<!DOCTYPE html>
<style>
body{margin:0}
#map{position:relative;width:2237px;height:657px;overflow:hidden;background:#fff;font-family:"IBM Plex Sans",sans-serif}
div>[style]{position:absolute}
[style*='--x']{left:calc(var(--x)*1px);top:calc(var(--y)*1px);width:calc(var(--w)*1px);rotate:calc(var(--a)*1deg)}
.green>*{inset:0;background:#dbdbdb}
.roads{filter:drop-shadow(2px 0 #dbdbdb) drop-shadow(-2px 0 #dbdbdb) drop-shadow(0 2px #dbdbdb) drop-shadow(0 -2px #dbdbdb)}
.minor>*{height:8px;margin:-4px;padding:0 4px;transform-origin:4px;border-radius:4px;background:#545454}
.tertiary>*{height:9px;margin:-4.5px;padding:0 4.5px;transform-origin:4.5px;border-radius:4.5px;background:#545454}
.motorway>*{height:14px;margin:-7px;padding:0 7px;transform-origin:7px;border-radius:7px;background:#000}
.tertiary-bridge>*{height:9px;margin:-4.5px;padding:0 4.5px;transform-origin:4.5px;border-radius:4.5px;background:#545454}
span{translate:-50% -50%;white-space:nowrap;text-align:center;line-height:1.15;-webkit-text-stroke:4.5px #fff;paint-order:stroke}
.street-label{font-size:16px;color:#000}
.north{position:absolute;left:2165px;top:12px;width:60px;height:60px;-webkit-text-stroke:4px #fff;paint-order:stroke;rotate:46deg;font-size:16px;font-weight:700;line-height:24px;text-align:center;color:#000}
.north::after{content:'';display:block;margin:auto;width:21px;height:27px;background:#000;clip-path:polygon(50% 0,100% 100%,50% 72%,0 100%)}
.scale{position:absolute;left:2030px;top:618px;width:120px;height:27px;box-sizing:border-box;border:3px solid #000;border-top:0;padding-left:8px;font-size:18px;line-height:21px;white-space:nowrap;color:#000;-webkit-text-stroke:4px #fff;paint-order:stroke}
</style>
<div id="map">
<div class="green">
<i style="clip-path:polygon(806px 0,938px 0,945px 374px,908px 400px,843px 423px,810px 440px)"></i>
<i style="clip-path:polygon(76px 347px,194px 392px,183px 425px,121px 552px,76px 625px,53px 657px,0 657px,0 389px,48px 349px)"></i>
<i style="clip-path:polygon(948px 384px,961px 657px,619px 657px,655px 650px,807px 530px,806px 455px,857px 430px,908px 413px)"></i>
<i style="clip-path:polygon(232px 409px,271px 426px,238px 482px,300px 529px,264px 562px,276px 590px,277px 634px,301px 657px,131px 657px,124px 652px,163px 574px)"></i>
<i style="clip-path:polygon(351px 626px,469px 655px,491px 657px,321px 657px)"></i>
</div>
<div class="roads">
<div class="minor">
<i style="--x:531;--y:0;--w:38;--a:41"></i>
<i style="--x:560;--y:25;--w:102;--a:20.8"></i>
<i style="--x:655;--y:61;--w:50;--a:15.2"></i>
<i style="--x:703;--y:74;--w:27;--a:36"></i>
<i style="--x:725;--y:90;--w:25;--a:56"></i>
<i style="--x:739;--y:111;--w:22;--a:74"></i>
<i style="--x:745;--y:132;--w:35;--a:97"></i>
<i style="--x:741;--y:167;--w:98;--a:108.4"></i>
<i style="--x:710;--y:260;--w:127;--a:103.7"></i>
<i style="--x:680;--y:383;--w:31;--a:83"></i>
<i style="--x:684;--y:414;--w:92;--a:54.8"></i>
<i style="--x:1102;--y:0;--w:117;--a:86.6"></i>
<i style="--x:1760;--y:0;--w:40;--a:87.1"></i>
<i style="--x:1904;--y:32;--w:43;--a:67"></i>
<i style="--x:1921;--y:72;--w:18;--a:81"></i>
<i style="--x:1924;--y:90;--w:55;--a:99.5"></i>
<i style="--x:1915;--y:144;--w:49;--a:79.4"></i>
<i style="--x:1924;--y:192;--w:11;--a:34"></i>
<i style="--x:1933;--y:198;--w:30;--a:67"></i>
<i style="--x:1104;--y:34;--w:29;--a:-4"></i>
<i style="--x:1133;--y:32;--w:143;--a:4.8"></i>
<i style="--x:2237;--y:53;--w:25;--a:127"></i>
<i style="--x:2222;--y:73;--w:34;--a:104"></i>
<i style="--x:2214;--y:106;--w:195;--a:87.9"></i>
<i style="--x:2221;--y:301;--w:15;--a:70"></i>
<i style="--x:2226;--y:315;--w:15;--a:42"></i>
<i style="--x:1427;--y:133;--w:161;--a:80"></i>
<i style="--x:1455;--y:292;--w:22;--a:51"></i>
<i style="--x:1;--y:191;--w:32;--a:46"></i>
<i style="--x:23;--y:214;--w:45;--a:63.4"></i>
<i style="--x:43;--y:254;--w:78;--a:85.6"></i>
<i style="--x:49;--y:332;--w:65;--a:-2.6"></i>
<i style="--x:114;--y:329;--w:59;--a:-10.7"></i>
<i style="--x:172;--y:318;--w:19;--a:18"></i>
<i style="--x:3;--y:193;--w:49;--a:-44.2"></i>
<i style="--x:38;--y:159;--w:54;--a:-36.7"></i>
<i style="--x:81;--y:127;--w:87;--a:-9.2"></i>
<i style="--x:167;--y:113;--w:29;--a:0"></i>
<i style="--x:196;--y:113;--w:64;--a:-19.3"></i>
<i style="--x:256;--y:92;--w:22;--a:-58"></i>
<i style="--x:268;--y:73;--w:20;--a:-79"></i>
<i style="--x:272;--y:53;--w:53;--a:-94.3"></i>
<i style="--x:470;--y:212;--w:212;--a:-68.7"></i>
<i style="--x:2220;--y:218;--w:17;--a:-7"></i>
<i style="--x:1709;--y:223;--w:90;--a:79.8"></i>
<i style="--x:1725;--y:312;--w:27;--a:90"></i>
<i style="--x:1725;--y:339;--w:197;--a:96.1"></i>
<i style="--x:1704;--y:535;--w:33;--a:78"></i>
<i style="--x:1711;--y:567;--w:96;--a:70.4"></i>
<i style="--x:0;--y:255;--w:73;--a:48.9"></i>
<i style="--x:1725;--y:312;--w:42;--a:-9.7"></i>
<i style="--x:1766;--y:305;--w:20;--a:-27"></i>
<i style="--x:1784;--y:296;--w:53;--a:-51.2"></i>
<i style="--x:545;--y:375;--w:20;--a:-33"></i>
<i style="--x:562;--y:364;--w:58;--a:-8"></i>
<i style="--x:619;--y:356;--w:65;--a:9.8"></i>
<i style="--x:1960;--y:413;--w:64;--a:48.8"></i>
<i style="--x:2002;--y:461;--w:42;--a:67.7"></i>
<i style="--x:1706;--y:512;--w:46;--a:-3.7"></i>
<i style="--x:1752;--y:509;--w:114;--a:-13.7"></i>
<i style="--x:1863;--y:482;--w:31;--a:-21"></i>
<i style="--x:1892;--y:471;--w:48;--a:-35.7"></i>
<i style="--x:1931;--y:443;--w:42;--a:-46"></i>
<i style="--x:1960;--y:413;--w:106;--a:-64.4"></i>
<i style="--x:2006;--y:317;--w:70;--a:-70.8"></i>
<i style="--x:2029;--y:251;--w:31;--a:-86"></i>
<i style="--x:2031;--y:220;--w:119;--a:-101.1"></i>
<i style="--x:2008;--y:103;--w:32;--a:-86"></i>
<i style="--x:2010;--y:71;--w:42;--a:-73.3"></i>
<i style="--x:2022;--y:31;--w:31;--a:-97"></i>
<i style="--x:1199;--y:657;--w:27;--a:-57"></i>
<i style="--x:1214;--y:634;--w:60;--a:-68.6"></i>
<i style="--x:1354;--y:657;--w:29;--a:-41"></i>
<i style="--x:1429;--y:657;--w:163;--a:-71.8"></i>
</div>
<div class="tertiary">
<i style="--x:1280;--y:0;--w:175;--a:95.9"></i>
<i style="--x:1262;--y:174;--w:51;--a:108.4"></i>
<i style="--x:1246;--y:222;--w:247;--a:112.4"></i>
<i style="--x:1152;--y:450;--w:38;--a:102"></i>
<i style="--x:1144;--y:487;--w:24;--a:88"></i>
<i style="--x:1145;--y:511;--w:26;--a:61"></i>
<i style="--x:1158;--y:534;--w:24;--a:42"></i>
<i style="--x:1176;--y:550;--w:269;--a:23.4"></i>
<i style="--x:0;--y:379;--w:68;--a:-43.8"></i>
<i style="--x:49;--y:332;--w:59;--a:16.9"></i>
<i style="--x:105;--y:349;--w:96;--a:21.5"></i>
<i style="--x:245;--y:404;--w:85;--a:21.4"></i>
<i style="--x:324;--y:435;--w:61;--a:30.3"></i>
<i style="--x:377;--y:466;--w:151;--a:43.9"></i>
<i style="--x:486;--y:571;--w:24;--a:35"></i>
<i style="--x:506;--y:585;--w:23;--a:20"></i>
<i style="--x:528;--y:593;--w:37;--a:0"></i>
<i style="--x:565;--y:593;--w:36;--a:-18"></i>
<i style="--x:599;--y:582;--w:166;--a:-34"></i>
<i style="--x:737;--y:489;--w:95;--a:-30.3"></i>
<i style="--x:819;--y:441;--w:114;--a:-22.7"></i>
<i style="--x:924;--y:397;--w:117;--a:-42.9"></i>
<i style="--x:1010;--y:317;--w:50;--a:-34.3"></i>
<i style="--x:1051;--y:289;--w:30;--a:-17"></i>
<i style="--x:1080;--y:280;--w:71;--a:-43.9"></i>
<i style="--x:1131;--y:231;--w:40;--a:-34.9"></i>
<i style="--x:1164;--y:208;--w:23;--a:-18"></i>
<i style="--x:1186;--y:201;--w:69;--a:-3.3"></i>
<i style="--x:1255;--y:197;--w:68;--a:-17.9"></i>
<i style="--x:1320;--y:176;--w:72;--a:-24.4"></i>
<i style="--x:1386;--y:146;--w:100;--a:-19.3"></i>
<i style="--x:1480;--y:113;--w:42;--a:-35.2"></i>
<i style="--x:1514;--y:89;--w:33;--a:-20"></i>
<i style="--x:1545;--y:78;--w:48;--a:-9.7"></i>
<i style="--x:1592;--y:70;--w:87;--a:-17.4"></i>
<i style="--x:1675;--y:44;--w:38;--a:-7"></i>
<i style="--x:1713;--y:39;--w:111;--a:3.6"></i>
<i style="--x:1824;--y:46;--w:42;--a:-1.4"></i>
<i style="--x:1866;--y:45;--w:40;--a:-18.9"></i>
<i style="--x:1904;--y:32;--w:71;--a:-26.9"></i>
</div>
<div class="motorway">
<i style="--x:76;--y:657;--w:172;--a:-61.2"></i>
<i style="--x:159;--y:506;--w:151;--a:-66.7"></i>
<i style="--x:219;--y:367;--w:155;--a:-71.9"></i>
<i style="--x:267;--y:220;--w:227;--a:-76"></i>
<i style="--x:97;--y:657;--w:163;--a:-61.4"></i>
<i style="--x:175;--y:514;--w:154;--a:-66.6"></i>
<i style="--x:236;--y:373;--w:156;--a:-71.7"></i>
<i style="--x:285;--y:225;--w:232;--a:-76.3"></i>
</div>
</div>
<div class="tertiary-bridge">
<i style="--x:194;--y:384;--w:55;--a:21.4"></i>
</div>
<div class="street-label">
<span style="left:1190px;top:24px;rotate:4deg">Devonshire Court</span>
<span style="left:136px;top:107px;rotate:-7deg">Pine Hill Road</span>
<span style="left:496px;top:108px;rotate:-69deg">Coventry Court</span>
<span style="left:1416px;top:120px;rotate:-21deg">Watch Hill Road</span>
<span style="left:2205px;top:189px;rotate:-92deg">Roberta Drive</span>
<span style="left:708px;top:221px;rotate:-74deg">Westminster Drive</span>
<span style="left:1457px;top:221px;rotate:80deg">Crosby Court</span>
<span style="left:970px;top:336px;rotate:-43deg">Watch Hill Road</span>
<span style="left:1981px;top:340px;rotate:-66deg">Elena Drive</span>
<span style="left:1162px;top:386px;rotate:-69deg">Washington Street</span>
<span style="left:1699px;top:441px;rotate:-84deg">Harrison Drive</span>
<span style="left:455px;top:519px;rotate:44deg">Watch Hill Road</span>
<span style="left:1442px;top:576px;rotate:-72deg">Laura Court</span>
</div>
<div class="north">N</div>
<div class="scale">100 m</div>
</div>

» **What the task asks**
Copy out all lines of the listing where the word "minor" appears.

» **Written answer**
.minor>*{height:8px;margin:-4px;padding:0 4px;transform-origin:4px;border-radius:4px;background:#545454}
<div class="minor">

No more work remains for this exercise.